Padangsidimpuan - Sejumlah Wilayah dikota Padangsidimpuan dilanda banjir salah satunya desa Perkebunan Pijorkoling Kalimati kecamatan Padangsidimpuan Tenggara, hal ini disebabkan tinggi dan derasnya curah hujan akhir - akhir ini melanda kota Padangsidimpuan.

Informasi yang dihimpun metro-online dari pihak Badan Penanggulangan Bencanada Daerah (BPBD) kota Padangsidimpuan, Peristiwa terjadinya banjir tersebut, dimulai sekitar pukul 22.30 wib Kamis, (29/01/2020), dan mulai surut sekitar pukul 02.00, Jum,at, (31/01/2020).

Banjir tersebut memiliki kedalaman lebih kurang satu meter atau setinggi lutut orang dewasa, akibat peristiwa ini ratusan rumah warga banyak yang digenangi air, tidak itu saja satu jembatan penghubung antara desa di kawasan perkebunan PTPN III Afdeling Pijorkoling menjadi sasaran derasnya air sehingga mengalami amruk yang mengakibatkan rusak yang cukup parah.

Mendapatkan informasi adanya peristiwa banjir tersebut, pemerintah kota Padangsidimpuan langsung mengambil sikap untuk dilakukan penaganan kepada warga korban banjir. 

Pantauan metro-online.co saat berada dilokasi, petugas dari TNI, Kepolisian, BPBD, TAGANA beserta warga terjun langsung untuk melakukan pembersihan dan penanganan dilokasi banjir.
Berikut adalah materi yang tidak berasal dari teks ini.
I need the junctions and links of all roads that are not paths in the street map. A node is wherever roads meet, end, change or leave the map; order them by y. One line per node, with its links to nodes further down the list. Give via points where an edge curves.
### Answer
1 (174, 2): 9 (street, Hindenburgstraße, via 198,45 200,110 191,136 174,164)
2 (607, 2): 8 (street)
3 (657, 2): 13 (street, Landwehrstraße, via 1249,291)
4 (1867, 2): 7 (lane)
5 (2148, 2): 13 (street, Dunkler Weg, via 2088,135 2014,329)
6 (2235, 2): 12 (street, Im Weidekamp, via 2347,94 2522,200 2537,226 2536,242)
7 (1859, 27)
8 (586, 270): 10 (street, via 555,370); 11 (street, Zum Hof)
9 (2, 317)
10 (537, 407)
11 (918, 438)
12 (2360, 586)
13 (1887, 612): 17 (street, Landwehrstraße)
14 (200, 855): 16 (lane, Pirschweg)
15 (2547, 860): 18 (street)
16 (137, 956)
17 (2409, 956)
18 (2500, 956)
Tampak wakil wali kota Padangsidimpuan Arwin Siregar dan kepala BPBD kota Padangsidimpuan Ali Ibrahim Dalimunthe, terjun langsung untuk memantau situasi dilapangan. 

Kepada metro-online.co, wakil wali kota Padangsidimpuan Arwin Siregar, mengatakan turut prihatin atas terjadinya banjir yang melanda disejumlah wilayah yang ada dikota Padangsidimpuan, salahsatunya kawasan kalimati desa Perekubunan Pijorkoling.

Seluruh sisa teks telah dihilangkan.